While cooking on the domestic front has been socially accepted as a “feminine” routine; the yearning among women to re-claim the public space/ the public eye and turn in the gaze of food and sexuality has to be re-thought. For a long time women enjoyed the smirk and coldness of professional kitchens because of the existing social divide between the “public” and “private” spaced that are to be carved intact. Every time I watch Nigella cooking her chocolate sauce and licking her finger I wonder why it had to be telecasted. Why couldn’t it be edited? It’s almost like burping in public.
Can Nigella’s licking her finger dripping with chocolate sauce be read as challenging a culture of exclusion where women are supposed to “behave” themselves. Is it supposed to mean that women can cook and eat like our Julia? Is it supposed to mean that women have the right to cook and eat for themselves? While Julia/s of our world have written many a recipe books, some recipe books are actually interesting in the way these recipe books become guiding tools to cook that “family” dinner. I was struck by the fact the other when I came across a book titled 50 ways to get back your boyfriend. Well we have come a long way from the days of Julia, the woman who made French cooking accessible for American households but are we not travelling back to our cocoons by creating recipes for that big family dinner where “women” should take that responsibility. Every time somebody appreciates my cooking and comment that I will make it to a man’s heart through his stomach I gasp under my breath and mumble “Well, yeah… after all I am supposed to bring a smile to every foodie’s heart irrespective of his gender”.

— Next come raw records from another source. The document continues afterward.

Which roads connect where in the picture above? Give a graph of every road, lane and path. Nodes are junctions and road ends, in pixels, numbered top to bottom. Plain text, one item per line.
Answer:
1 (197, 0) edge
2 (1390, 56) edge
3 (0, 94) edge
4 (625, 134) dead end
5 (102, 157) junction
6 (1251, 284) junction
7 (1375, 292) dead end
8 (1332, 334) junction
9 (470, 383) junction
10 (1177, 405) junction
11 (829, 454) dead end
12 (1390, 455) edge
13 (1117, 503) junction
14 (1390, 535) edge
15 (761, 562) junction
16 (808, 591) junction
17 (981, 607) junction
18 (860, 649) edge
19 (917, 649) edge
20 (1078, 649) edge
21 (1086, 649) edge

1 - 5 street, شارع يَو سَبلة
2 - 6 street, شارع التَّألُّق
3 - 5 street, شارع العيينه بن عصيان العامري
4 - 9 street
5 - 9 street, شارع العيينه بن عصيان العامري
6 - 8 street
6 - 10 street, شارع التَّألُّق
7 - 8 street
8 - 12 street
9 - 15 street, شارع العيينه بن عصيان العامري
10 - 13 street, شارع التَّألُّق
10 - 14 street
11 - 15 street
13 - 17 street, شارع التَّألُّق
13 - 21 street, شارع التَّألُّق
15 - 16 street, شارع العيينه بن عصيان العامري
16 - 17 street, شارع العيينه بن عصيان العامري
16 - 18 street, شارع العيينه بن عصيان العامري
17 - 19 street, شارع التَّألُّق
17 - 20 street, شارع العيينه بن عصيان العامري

Why is it so difficult to tell and shout to the world as women, that we can cook for themselves like our Julia/s. Why does our protagonist in the Film Hour declines into depression at the sight of a burned cake thinking she has failed to be a good wife. Why are wives expected to know cooking? Why can’t we cook for ourselves? Why are our table manners guided by the gendered norms of do’s and dont’s? Why can’t the waiter give the cheque book to us? As a single woman when I struggle to think of what should I make for breakfast I remember my mother who continues till date to lay out the breakfast table with the preferences of each of our family member I have never asked her if she likes any of the items that have been laid out. When I ask her if has ever cooked for herself she tells me with delight that she had once tried out a prawn cocktail with some left over prawns from lau chingri and some lettuce stored away from some dinner party. She does not remember from where she got the prawn cocktail recipe. She did not use tobasco sauce. She churned up something for herself which can be prepared in 30 min. Here goes Prawn cocktail in her style.
Steam 5-6 size medium size deveined prawns with a little bit of salt and keep it aside to cool while you make the sauce. Technically it should be made with mayonnaise and tobasco but in absence of both my mom used homemade sour cream with two table spoon hung curd, a little bit of tomato puree and red chilli flakes. To this she added a little bit of salt and sugar for taste. She remembers the tangy and fresh taste till date as she shares with me this recipe. She mixed the steamed prawns to this sauce; added some fresh cream and took out a glass bowl ( i would totally refrain from committing the sin of having prawn cocktail in a bowl) spread out a bed of lettuce and then the prawns and finished it off with a slice of lime and pudina leaf on a winter afternoon reading a magazine.